See the following links for a complete documentation.

  1. https://developer.github.com/v3/search/
  2. https://help.github.com/en/articles/searching-for-repositories

However, there are several restrictions (restriction 1 is not documented):

  1. Only one page of results (30) are returned for each request
  2. You are limited to send only 10 requests per minute (if authenticated, 30 requests per minute).
  3. You can only get up to 1000 search results for one set of given conditions.

Therefore, you cannot get more than 1000 results for a given search request, limiting the scale of possible analysis. You also cannot send more than 10 requests per minute. Also, you have to fetch results page by page using the page parameter, using this list of URL

https://api.github.com/search/repositories?q=language:java&sort=stars&order=desc&page=1
https://api.github.com/search/repositories?q=language:java&sort=stars&order=desc&page=2
...
https://api.github.com/search/repositories?q=language:java&sort=stars&order=desc&page=34

Note that the maximum page number is 34 due to the 1000 result restriction.

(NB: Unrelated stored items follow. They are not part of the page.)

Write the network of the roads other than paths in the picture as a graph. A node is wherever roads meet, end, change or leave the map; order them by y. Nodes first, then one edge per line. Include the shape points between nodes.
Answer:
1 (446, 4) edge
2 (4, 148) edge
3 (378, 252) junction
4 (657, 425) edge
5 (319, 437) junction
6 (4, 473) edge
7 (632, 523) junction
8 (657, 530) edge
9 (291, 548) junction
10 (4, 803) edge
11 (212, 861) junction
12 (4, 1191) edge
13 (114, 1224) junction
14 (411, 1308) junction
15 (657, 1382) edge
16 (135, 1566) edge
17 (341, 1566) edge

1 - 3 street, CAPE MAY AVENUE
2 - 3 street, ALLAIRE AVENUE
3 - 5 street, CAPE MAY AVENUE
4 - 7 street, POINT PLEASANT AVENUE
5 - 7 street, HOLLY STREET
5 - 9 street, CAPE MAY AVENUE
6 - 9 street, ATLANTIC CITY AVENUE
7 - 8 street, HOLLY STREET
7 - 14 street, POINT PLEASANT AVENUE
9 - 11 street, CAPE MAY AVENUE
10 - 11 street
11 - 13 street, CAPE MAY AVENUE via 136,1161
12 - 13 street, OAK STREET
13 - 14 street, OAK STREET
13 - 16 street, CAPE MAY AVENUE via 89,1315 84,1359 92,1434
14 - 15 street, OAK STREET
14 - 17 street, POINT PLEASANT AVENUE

If you made any error during the request, the error message will be in the message field in the returned JSON object. Otherwise, the array of repository information will be in the item field.

Example Implementation in Python

'''
Returns a json object that contains information of GitHub repos returned by GitHub REST v3 API

Example search url: https://api.github.com/search/repositories?q=language:java&sort=stars&order=desc
This URL collects GitHub Java project sorted by starts in descending order.
Remember that:
1. The results are returned in pages, so you have to fetch them page by page
2. You are limited to send only 10 requests per minute
3. You can only get up to 1000 search results

Reference Documentation: 
https://developer.github.com/v3/search/
https://help.github.com/en/articles/searching-for-repositories
'''
def get_repolist_by_stars(num=30, lang=''):
    url = 'https://api.github.com/search/repositories'
    params = {'q':'stars:>1000', 'sort':'stars', 'order':'desc', 'page':'1'}
    repolist = []

    if lang != '':
        params['q'] = 'language:' + lang

    print('Sending HTTP requests to GitHub, may need several minutes to complete...')

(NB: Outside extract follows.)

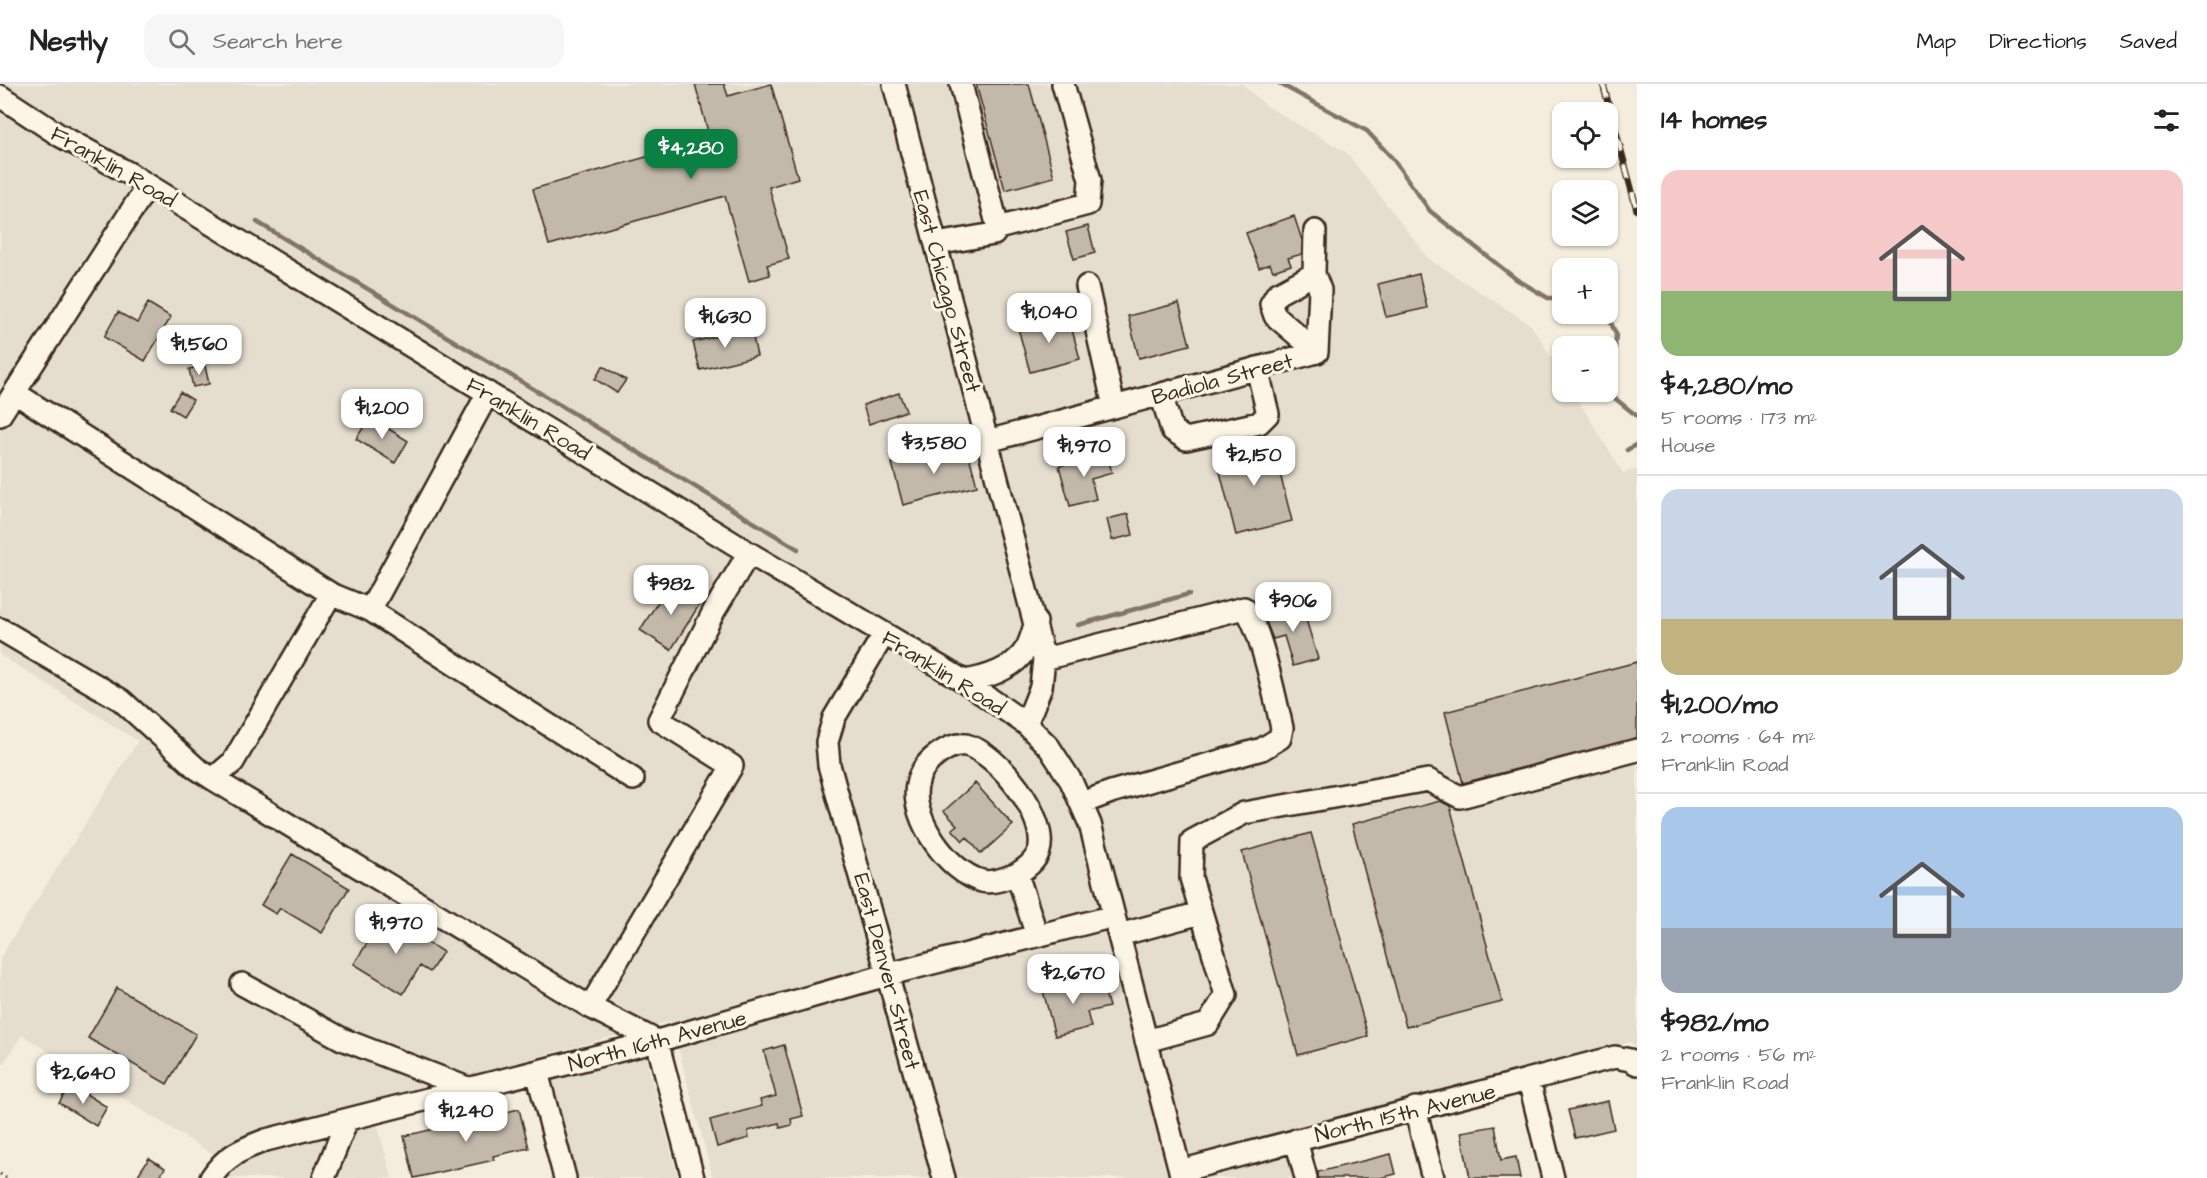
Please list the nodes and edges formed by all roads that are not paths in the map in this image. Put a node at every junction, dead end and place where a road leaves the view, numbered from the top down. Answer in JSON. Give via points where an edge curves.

    for i in range(1, int(num / 30) + 2):
        params['page'] = str(i)
        json = requests.get(url, params).json()
        if json['items'] == None:
            print('Error: No result in page ' + str(i) + '!') 
            print('Message from GitHub: ' + str(json.get('message')))

        repolist.extend(json['items'])

        print('Downloaded repository information in page ' + str(i))
        time.sleep(7) # This rate is imposed by GitHub

    return repolist[0:num]